Dr Sandesc juga mengecam tingkat vaksinasi Rumania yang sangat rendah dan informasi yang salah yang memicunya.

“Ini adalah kegagalan nasional di semua tingkatan,” katanya.

“Kami menyaksikan semacam kebutaan nasional, yang disebabkan oleh kurangnya pendidikan, oleh kurangnya peradaban.”

Satu orang meninggal setiap lima menit

Awal bulan ini, kematian akibat Covid melonjak dan satu orang di Rumania meninggal setiap lima menit.

Kementerian kesehatan Rumania telah mengungkapkan lebih dari 90 persen dari mereka yang telah meninggal karena Covid tidak divaksinasi, dengan orang tua paling berisiko meninggal – tetapi juga yang paling kecil kemungkinannya untuk mendapatkan vaksin.

Seorang anggota staf mengenakan sarung tangan kedua di unit ICU Covid Institut Pneumologi Nasional Marius Nasta di Bucharest, Rumania pada 23 September 2021. Foto / AP
Seorang anggota staf mengenakan sarung tangan kedua di unit ICU Covid Institut Pneumologi Nasional Marius Nasta di Bucharest, Rumania pada 23 September 2021. Foto / AP

Dr Anca Streinu-Cerce, dari Institut Nasional Bals Bucharest, baru-baru ini membandingkan krisis dengan perang, mengatakan kepada The New York Times para dokter kelelahan.
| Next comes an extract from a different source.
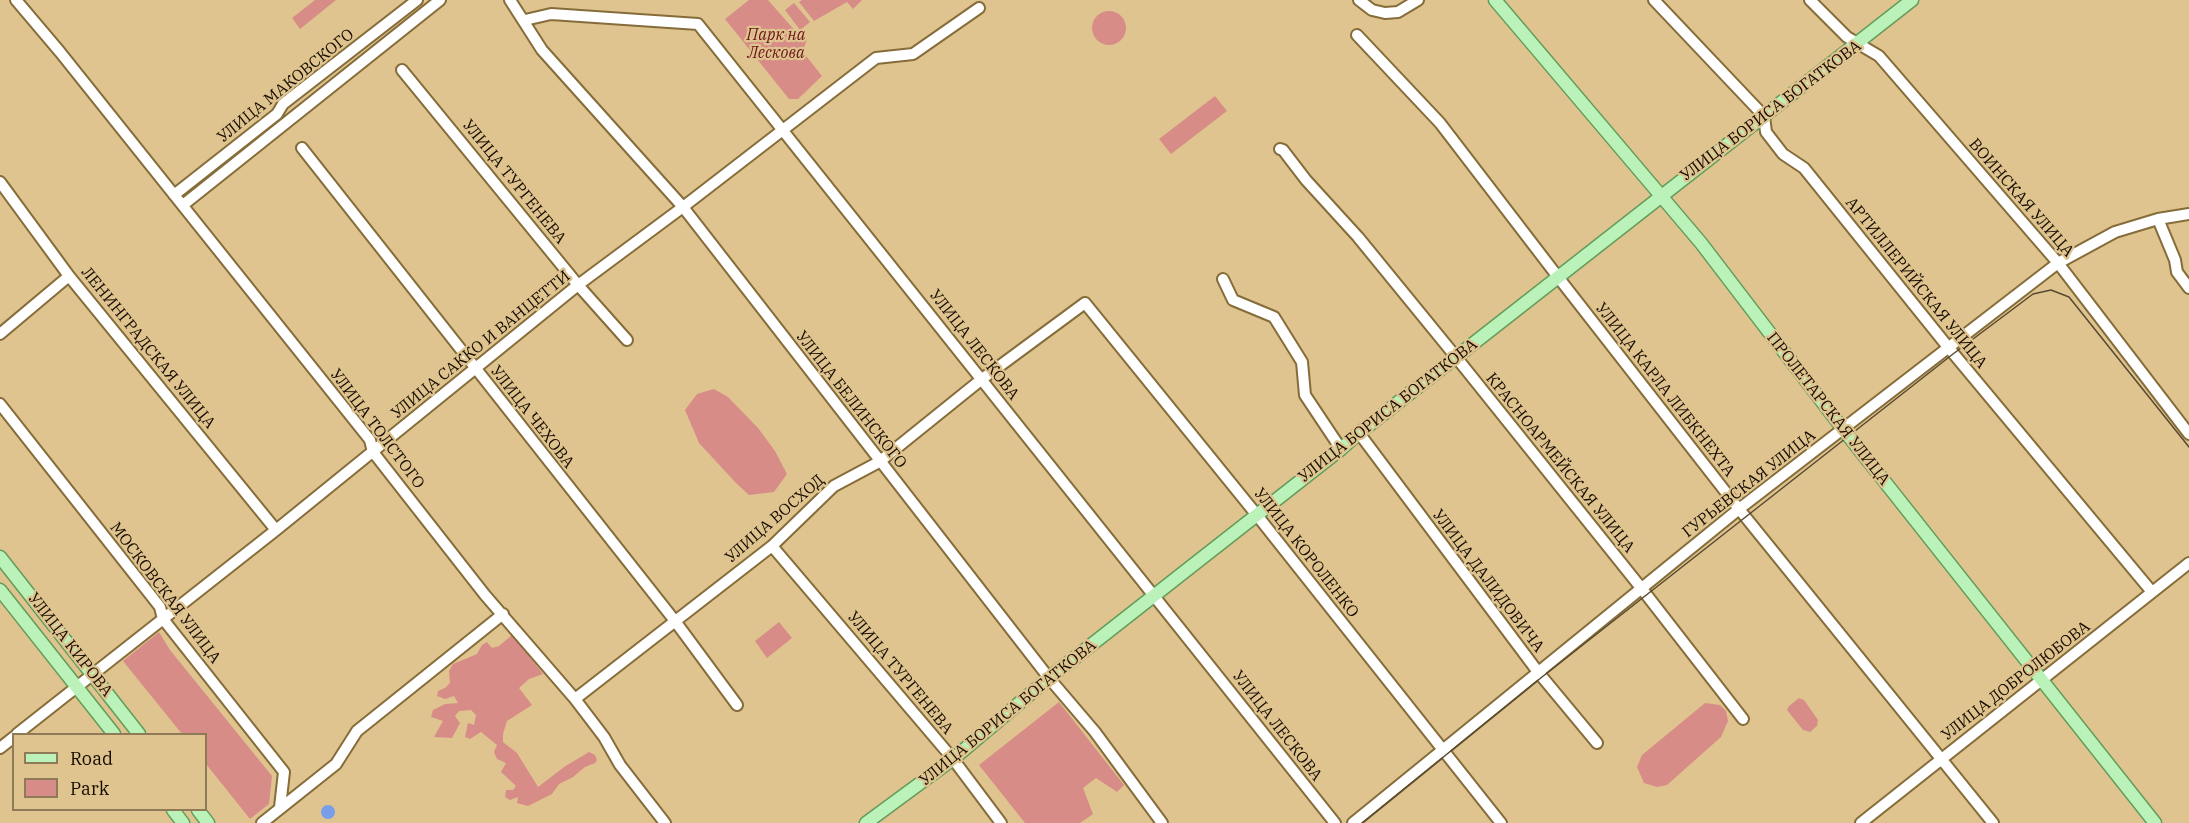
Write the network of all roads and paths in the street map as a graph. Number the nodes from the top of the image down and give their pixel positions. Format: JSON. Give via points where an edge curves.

“Gelombang ini jauh lebih buruk daripada yang lain … Kami pergi ke bangsal kami tetapi tidak tahu kapan kami akan keluar,” kata Streinu-Cerce, menambahkan bahwa bagian terburuknya adalah tragedi itu hampir seluruhnya dapat dicegah.

“Satu-satunya alasan sebenarnya ada orang di sini adalah karena mereka tidak divaksinasi,” katanya.